I doubt if Aaron has any argument with Blackstar over this matter. His point, however, is that the older generation has been guilty of putting us all in the mess we are in. In our quest for profit and shopping malls and fancy cars, we all forgot to tend the garden. We went about our ways, grossly overpopulating our planet and not thinking about providing our children and grandchildren with clean air, water and soil for the future.


We have blindly killed our planet. We are all guilty. Especially the elderly, who now fill the nursing homes of the world, sucking up a large share of remaining natural resources that they are no longer entitled to. No matter what their contributions were during their productive days, few of these old people can be given credit for ever trying to tend the garden. Thus we all stand condemned.
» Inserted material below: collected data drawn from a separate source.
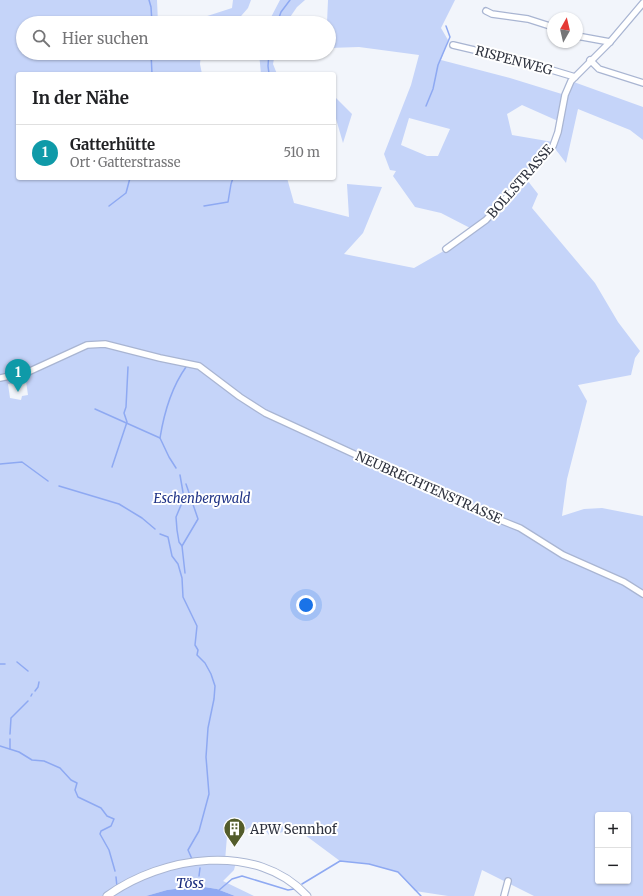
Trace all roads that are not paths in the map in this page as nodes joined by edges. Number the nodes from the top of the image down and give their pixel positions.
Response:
1 (643, 3) edge
2 (486, 11) dead end
3 (547, 25) edge
4 (583, 37) edge
5 (610, 42) junction
6 (453, 45) dead end
7 (590, 60) junction
8 (575, 77) junction
9 (643, 83) edge
10 (446, 249) dead end
11 (0, 378) edge
12 (643, 594) edge
13 (508, 881) dead end
14 (107, 896) edge
15 (307, 896) edge
16 (504, 896) edge

1 - 5 street, BOLLSTRASSE
2 - 3 street
4 - 5 street
5 - 7 street, BOLLSTRASSE
6 - 8 street, RISPENWEG
7 - 8 street, BOLLSTRASSE
7 - 9 street
8 - 10 street, BOLLSTRASSE
11 - 12 street, NEUBRECHTENSTRASSE
13 - 16 street
14 - 15 street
If euthanasia would give mankind a fighting chance, by providing enough time to calculate a way to save a remnant of the human race, then my wife and I strongly support it. Even if it means that we are taken out with the rest.


By the way, one writer named Michael noted that the word euthanasia is from a Greek word that means "easy death." He said it means to us: "painless killing to relieve suffering: the act or practice of killing somebody who has an incurable illness or injury, or allowing or assisting that person to die."


That was what Dr. Kevorkian was all about.